The perfect grades. The perfect job. The perfect husband. The perfect shoes. The perfect house. The perfect hair. The perfect meal. The perfect kids. Being the perfect wife, mother, friend. You get it...
Let me tell you something. Perfection is tiring.... And unattainable.
I burn dinner. I yell at my kids. I don't give my husband the respect he deserves. I forget to return calls (sorry, AJ- I love you, girl!) The perfect house gets messy. The perfect shoes pinch my toes. And I live in Oklahoma (Tornado Alley) so perfect hair is a pipe dream!
The thing is, I have beaten myself up too many times for not attaining perfection. Guilt is a horrible thing - especially unwarranted, self-inflicted guilt. Why do I do it? My amazing hubby thinks I'm perfect in every way ( have I mentioned he's a keeper?). My kids think I'm perfect, even when I yell. (In fact, Princess even told me "You're the bestest Mom even though you're mean to me.)
I guess what I'm saying is that I should stop looking for perfection- I've already found it... I am made perfect in Him. Because Jesus died for me, I am covered with HIS perfection.
When my hair doesn't live up to my expectations, I tell myself...
"I will praise thee; for I am fearfully and wonderfully made..." Psalm 139:14.
When my house isn't the biggest or newest, I tell myself... "...for I have learned in whatsoever state I am, therewith to be content." Philippians 4:11.

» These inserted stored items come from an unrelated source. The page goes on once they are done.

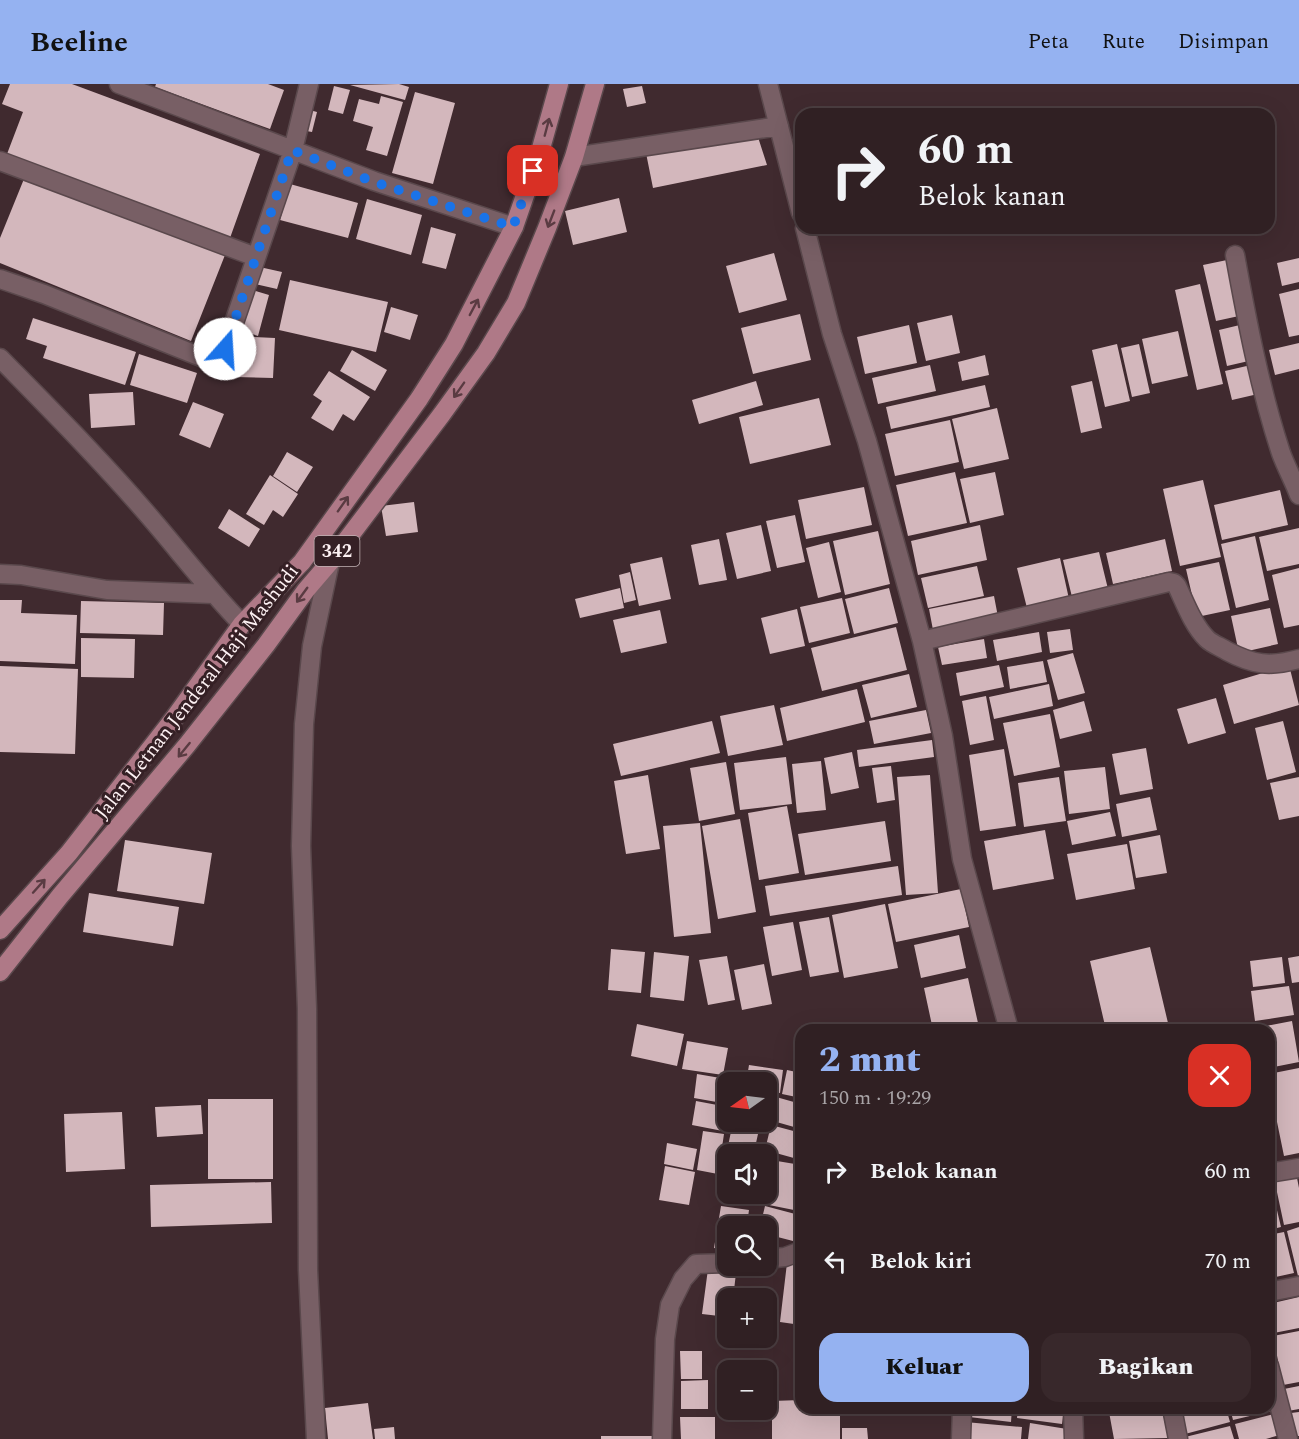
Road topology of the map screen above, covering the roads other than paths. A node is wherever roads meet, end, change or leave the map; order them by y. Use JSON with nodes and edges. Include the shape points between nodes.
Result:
{"nodes":[{"id":1,"x":119,"y":84,"type":"edge"},
{"id":2,"x":309,"y":84,"type":"edge"},
{"id":3,"x":559,"y":84,"type":"edge"},
{"id":4,"x":595,"y":84,"type":"edge"},
{"id":5,"x":768,"y":84,"type":"edge"},
{"id":6,"x":152,"y":90,"type":"edge"},
{"id":7,"x":779,"y":126,"type":"junction"},
{"id":8,"x":292,"y":150,"type":"junction"},
{"id":9,"x":574,"y":157,"type":"junction"},
{"id":10,"x":0,"y":161,"type":"edge"},
{"id":11,"x":795,"y":189,"type":"edge"},
{"id":12,"x":513,"y":227,"type":"junction"},
{"id":13,"x":807,"y":234,"type":"edge"},
{"id":14,"x":1234,"y":255,"type":"dead end"},
{"id":15,"x":256,"y":257,"type":"junction"},
{"id":16,"x":0,"y":279,"type":"edge"},
{"id":17,"x":0,"y":358,"type":"edge"},
{"id":18,"x":1299,"y":495,"type":"edge"},
{"id":19,"x":330,"y":562,"type":"junction"},
{"id":20,"x":0,"y":574,"type":"edge"},
{"id":21,"x":213,"y":594,"type":"junction"},
{"id":22,"x":242,"y":624,"type":"junction"},
{"id":23,"x":922,"y":641,"type":"junction"},
{"id":24,"x":1299,"y":658,"type":"edge"},
{"id":25,"x":0,"y":930,"type":"edge"},
{"id":26,"x":0,"y":972,"type":"edge"},
{"id":27,"x":1007,"y":1024,"type":"edge"},
{"id":28,"x":1299,"y":1168,"type":"edge"},
{"id":29,"x":1275,"y":1172,"type":"edge"},
{"id":30,"x":795,"y":1253,"type":"edge"},
{"id":31,"x":777,"y":1258,"type":"edge"},
{"id":32,"x":717,"y":1263,"type":"edge"},
{"id":33,"x":1299,"y":1286,"type":"edge"},
{"id":34,"x":1275,"y":1291,"type":"edge"},
{"id":35,"x":1275,"y":1389,"type":"edge"},
{"id":36,"x":962,"y":1414,"type":"edge"},
{"id":37,"x":1073,"y":1414,"type":"edge"},
{"id":38,"x":1173,"y":1414,"type":"edge"},
{"id":39,"x":316,"y":1439,"type":"edge"},
{"id":40,"x":662,"y":1439,"type":"edge"},
{"id":41,"x":960,"y":1439,"type":"edge"},
{"id":42,"x":1074,"y":1439,"type":"edge"},
{"id":43,"x":1178,"y":1439,"type":"edge"},
{"id":44,"x":1288,"y":1439,"type":"edge"}],
"edges":[{"from":1,"to":6,"type":"street"},
{"from":2,"to":8,"type":"street"},
{"from":12,"to":3,"type":"main road","name":"Jalan Letnan Jenderal Haji Mashudi","number":"342","one_way":true},
{"from":4,"to":9,"type":"main road","name":"Jalan Letnan Jenderal Haji Mashudi","number":"342"},
{"from":5,"to":7,"type":"street"},
{"from":6,"to":8,"type":"street"},
{"from":7,"to":9,"type":"street"},
{"from":7,"to":11,"type":"street"},
{"from":8,"to":12,"type":"street","via":[[374,182]]},
{"from":8,"to":15,"type":"street"},
{"from":9,"to":19,"type":"main road","name":"Jalan Letnan Jenderal Haji Mashudi","number":"342","one_way":true,"via":[[516,303],[492,343]]},
{"from":10,"to":15,"type":"street"},
{"from":22,"to":12,"type":"main road","name":"Jalan Letnan Jenderal Haji Mashudi","number":"342","one_way":true,"via":[[302,562],[419,399],[454,344]]},
{"from":13,"to":23,"type":"street"},
{"from":14,"to":18,"type":"street","via":[[1268,409]]},
{"from":15,"to":16,"type":"street","via":[[225,349],[212,357],[201,357]]},
{"from":17,"to":21,"type":"street","via":[[148,515]]},
{"from":19,"to":26,"type":"main road","name":"Jalan Letnan Jenderal Haji Mashudi","number":"342","one_way":true,"via":[[188,745]]},
{"from":19,"to":39,"type":"street","via":[[312,646],[305,713],[301,846],[307,1009],[308,1270]]},
{"from":20,"to":21,"type":"street","via":[[107,590]]},
{"from":21,"to":22,"type":"street"},
{"from":25,"to":22,"type":"main road","name":"Jalan Letnan Jenderal Haji Mashudi","number":"342","one_way":true,"via":[[69,853]]},
{"from":23,"to":24,"type":"street","via":[[1169,582],[1177,586],[1207,639],[1225,650],[1250,662],[1268,664]]},
{"from":23,"to":27,"type":"street","via":[[943,736],[962,859]]},
{"from":28,"to":29,"type":"street"},
{"from":30,"to":31,"type":"street"},
{"from":32,"to":40,"type":"street","via":[[696,1264],[682,1279],[670,1305]]},
{"from":33,"to":34,"type":"street"},
{"from":35,"to":44,"type":"street"},
{"from":36,"to":41,"type":"street"},
{"from":37,"to":42,"type":"street"},
{"from":38,"to":43,"type":"street"}]}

When I find myself yelling at my kids AGAIN and thinking I will never change, I remind myself... His mercies "...are new every morning:great is thy faithfulness." Lamentations 3:23.
I know I'm not perfect, but I do the best I can. And I know that God's not finished with me yet... "Being confident of this very thing, that he which hath begun a good work in you will perform it until the day of Jesus Christ:" Philippians 1:6.
So if you're like me, and beat yourself up when things aren't perfect, just remember that you aren't alone. Pick yourself up, dust yourself off, and try again- and it's OK to ask for help... "If any of you lack wisdom, let him ask of God, that giveth to all men liberally..." James 1:5.
Let me know if you are struggling, too. I would be happy to share your burdens and pray for you.